Para esses casos, a advogada considera o empreendedorismo uma alternativa viável. “Atendemos uma maioria de mulheres na faixa etária de 45 a 55 anos. Dependendo das circunstâncias e o tempo longe da formação acadêmica dela, o retorno é por meio do empreendedorismo. Tenho uma cliente que começou a promover roupas de multimarcas e agora trabalha como influencer”, conta.

Segundo o Sebrae, alguns setores são mais acessíveis para quem inicia um negócio com poucos recursos. Georgia Nunes explica que atividades ligadas à alimentação, beleza, moda, artesanato, serviços digitais, revenda, cuidados pessoais e prestação de pequenos serviços costumam exigir investimentos menores e aproveitam habilidades já desenvolvidas.

“Hoje, inclusive, há muitas oportunidades no ambiente digital, que permitem começar de casa, com custo mais baixo”, afirma.

Reconhecida por esse trabalho, Patrícia Bozolan venceu no ano passado o Prêmio Sebrae Mulher de Negócios na categoria Pequenos Negócios.

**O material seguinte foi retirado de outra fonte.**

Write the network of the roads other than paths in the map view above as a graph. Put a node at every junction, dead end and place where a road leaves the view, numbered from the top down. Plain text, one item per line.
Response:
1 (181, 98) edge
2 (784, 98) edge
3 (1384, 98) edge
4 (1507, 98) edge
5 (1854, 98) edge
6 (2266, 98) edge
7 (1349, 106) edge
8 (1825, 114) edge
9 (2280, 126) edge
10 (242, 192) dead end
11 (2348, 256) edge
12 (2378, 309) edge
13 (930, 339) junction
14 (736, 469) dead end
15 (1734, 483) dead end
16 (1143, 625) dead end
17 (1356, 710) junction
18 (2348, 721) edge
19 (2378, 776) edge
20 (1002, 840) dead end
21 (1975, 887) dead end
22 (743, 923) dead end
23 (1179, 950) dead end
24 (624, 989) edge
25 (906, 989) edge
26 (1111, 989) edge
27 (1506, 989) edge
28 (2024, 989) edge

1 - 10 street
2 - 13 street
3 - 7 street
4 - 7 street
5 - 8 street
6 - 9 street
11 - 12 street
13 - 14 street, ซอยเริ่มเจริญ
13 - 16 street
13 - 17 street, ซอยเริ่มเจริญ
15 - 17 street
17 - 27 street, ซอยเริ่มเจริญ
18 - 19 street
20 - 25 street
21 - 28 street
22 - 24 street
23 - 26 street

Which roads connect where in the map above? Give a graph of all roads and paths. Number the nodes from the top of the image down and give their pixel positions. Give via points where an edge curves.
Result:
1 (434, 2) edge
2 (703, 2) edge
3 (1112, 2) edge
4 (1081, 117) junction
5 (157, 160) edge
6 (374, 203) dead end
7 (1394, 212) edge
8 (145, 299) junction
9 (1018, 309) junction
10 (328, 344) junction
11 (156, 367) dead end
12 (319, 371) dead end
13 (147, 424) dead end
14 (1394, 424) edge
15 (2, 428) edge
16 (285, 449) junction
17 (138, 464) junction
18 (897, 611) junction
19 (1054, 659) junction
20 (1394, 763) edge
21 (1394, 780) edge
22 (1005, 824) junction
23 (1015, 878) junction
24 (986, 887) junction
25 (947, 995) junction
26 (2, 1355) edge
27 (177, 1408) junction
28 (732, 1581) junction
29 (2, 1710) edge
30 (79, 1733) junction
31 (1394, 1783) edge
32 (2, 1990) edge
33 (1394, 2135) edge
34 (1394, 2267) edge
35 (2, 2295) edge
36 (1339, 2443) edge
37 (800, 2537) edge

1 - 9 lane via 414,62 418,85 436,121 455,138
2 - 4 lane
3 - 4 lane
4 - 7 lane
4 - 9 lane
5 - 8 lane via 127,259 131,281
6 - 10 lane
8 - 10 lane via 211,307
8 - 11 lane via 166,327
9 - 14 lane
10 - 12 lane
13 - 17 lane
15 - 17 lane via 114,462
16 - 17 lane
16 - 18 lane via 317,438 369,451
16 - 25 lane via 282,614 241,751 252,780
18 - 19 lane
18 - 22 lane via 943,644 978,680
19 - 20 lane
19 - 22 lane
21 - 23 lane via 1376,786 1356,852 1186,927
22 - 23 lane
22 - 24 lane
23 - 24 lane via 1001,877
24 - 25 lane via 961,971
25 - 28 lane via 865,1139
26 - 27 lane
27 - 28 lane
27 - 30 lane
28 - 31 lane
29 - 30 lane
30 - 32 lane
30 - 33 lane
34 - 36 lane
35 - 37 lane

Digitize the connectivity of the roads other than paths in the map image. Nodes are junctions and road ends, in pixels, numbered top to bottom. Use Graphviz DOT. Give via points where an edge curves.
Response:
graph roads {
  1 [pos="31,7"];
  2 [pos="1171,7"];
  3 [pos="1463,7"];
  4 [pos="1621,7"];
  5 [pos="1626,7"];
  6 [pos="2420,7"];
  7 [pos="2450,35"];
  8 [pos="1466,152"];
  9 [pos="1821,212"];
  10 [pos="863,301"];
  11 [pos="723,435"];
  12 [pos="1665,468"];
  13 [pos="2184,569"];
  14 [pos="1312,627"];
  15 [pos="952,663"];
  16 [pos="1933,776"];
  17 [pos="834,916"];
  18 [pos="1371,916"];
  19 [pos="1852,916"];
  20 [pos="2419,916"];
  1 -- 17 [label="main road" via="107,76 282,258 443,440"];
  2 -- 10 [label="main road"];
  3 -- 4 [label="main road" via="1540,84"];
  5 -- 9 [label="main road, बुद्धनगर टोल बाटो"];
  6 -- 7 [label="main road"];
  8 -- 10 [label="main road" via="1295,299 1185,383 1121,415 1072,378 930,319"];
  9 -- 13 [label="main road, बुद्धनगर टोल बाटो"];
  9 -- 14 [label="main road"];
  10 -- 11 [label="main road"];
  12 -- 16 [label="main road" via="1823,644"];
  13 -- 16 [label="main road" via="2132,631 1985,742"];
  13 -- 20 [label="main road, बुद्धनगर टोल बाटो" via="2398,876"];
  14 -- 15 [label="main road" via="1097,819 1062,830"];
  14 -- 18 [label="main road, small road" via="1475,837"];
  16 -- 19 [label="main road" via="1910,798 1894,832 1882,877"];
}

Em cinco anos de atuação, o Instituto RevEllas já atendeu cerca de 350 mulheres em situações que envolvem violência psicológica, patrimonial, física e outras formas de abuso, incluindo alienação parental e violência vicária.

“É um modelo de negócio com um propósito muito forte. Tentamos praticar valores acessíveis em um espaço privado porque queremos gerar um impacto social para as mulheres que nos procuram”, conclui Patrícia.